------ Records

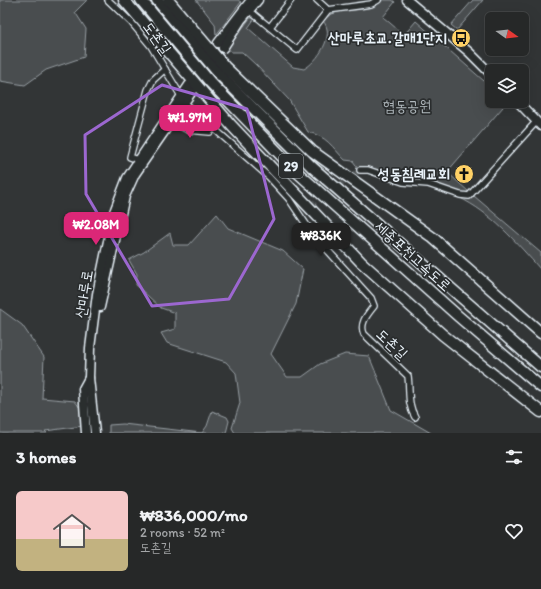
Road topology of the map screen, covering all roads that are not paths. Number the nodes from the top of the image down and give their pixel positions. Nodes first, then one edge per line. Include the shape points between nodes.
1 (108, 0) edge
2 (124, 0) edge
3 (141, 0) edge
4 (157, 0) edge
5 (168, 0) edge
6 (251, 0) edge
7 (258, 0) edge
8 (291, 0) edge
9 (317, 0) edge
10 (378, 0) edge
11 (407, 0) edge
12 (362, 3) edge
13 (328, 10) junction
14 (250, 11) junction
15 (270, 27) junction
16 (485, 68) edge
17 (165, 69) junction
18 (191, 88) tunnel mouth
19 (183, 99) junction
20 (524, 108) edge
21 (168, 121) junction
22 (539, 124) edge
23 (214, 128) junction
24 (141, 161) junction
25 (360, 170) dead end
26 (304, 210) tunnel mouth
27 (299, 214) junction
28 (541, 332) edge
29 (541, 367) edge
30 (89, 378) junction
31 (541, 387) edge
32 (541, 412) edge
33 (415, 417) dead end
34 (86, 433) edge
35 (94, 433) edge
36 (99, 433) edge

1 - 17 street, 도촌길 via 131,22
2 - 32 highway via 231,125 362,262 443,335
3 - 31 highway, 세종포천고속도로 / 29 via 210,82 298,173
4 - 29 highway, 세종포천고속도로 / 29 via 219,74 312,167
5 - 28 highway via 225,67 312,151 432,237
6 - 14 street via 221,45
7 - 14 street
8 - 15 street
9 - 13 street
10 - 12 street via 371,4
11 - 16 street
12 - 13 street
13 - 15 street via 297,50
14 - 15 street
17 - 19 street, 도촌길
17 - 24 street via 153,80 141,112 130,157
18 - 19 street, 산마루로
19 - 21 street, 산마루로
19 - 23 street, 도촌길
20 - 22 street
21 - 23 street via 188,130 210,132
21 - 24 street, 산마루로
22 - 25 street via 469,196 428,184 403,182 368,170
23 - 27 street, 도촌길 via 270,177
24 - 30 street, 산마루로 via 127,178 114,212 97,294
24 - 36 street, 산마루로 via 125,196 101,300 94,358
26 - 27 street
27 - 33 street, 도촌길 via 312,233 374,303 362,323 362,330 408,376 408,400
30 - 34 street via 83,389
30 - 35 street, 산마루로

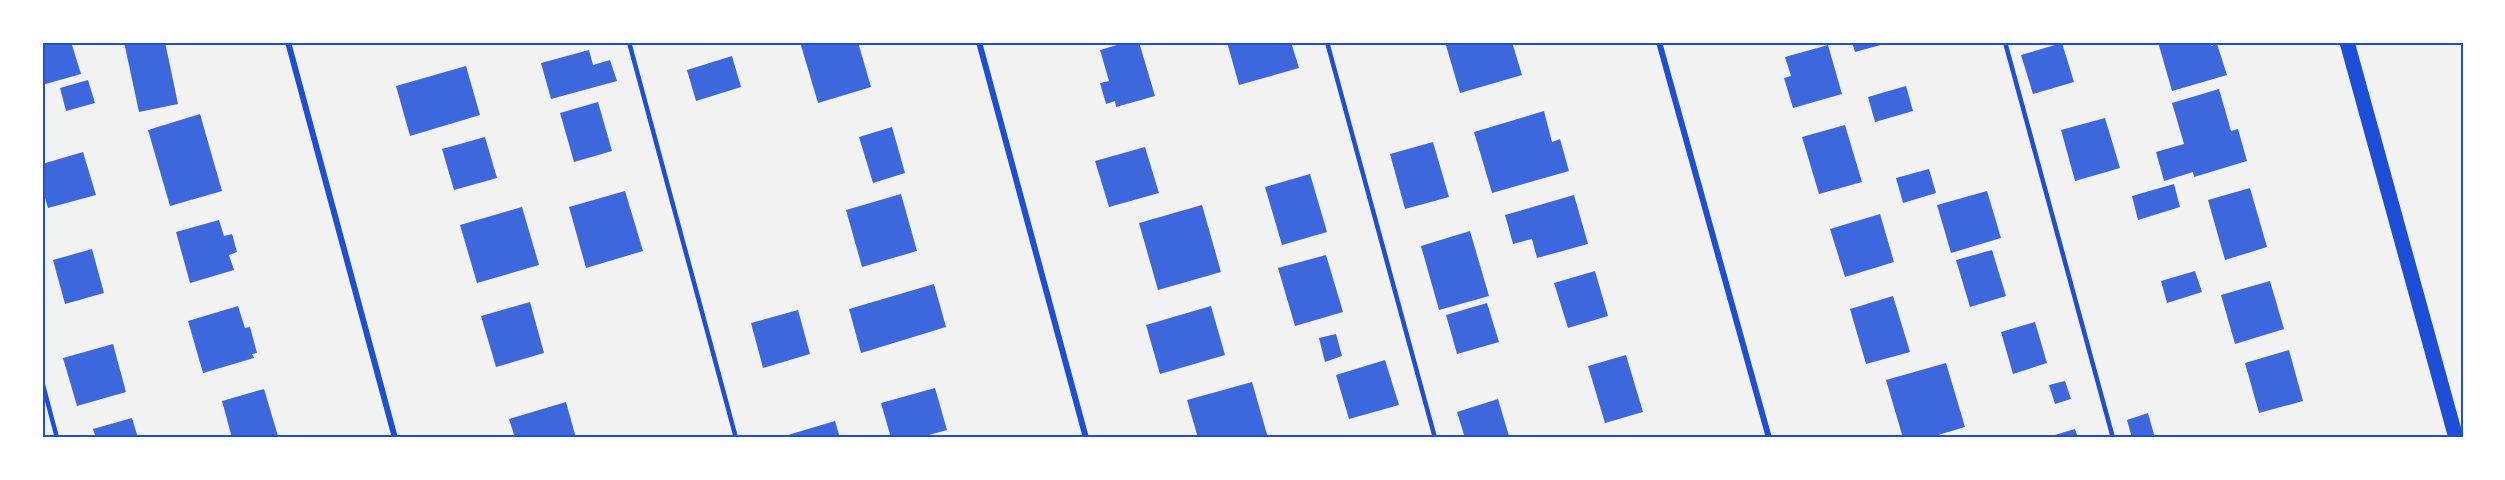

------------

▶ What this task involves
Go through the listing above and write it all out exactly, leaving out any picture.

▶ Response area
Road topology of the map screen, covering all roads that are not paths. Number the nodes from the top of the image down and give their pixel positions. Nodes first, then one edge per line. Include the shape points between nodes.
1 (108, 0) edge
2 (124, 0) edge
3 (141, 0) edge
4 (157, 0) edge
5 (168, 0) edge
6 (251, 0) edge
7 (258, 0) edge
8 (291, 0) edge
9 (317, 0) edge
10 (378, 0) edge
11 (407, 0) edge
12 (362, 3) edge
13 (328, 10) junction
14 (250, 11) junction
15 (270, 27) junction
16 (485, 68) edge
17 (165, 69) junction
18 (191, 88) tunnel mouth
19 (183, 99) junction
20 (524, 108) edge
21 (168, 121) junction
22 (539, 124) edge
23 (214, 128) junction
24 (141, 161) junction
25 (360, 170) dead end
26 (304, 210) tunnel mouth
27 (299, 214) junction
28 (541, 332) edge
29 (541, 367) edge
30 (89, 378) junction
31 (541, 387) edge
32 (541, 412) edge
33 (415, 417) dead end
34 (86, 433) edge
35 (94, 433) edge
36 (99, 433) edge

1 - 17 street, 도촌길 via 131,22
2 - 32 highway via 231,125 362,262 443,335
3 - 31 highway, 세종포천고속도로 / 29 via 210,82 298,173
4 - 29 highway, 세종포천고속도로 / 29 via 219,74 312,167
5 - 28 highway via 225,67 312,151 432,237
6 - 14 street via 221,45
7 - 14 street
8 - 15 street
9 - 13 street
10 - 12 street via 371,4
11 - 16 street
12 - 13 street
13 - 15 street via 297,50
14 - 15 street
17 - 19 street, 도촌길
17 - 24 street via 153,80 141,112 130,157
18 - 19 street, 산마루로
19 - 21 street, 산마루로
19 - 23 street, 도촌길
20 - 22 street
21 - 23 street via 188,130 210,132
21 - 24 street, 산마루로
22 - 25 street via 469,196 428,184 403,182 368,170
23 - 27 street, 도촌길 via 270,177
24 - 30 street, 산마루로 via 127,178 114,212 97,294
24 - 36 street, 산마루로 via 125,196 101,300 94,358
26 - 27 street
27 - 33 street, 도촌길 via 312,233 374,303 362,323 362,330 408,376 408,400
30 - 34 street via 83,389
30 - 35 street, 산마루로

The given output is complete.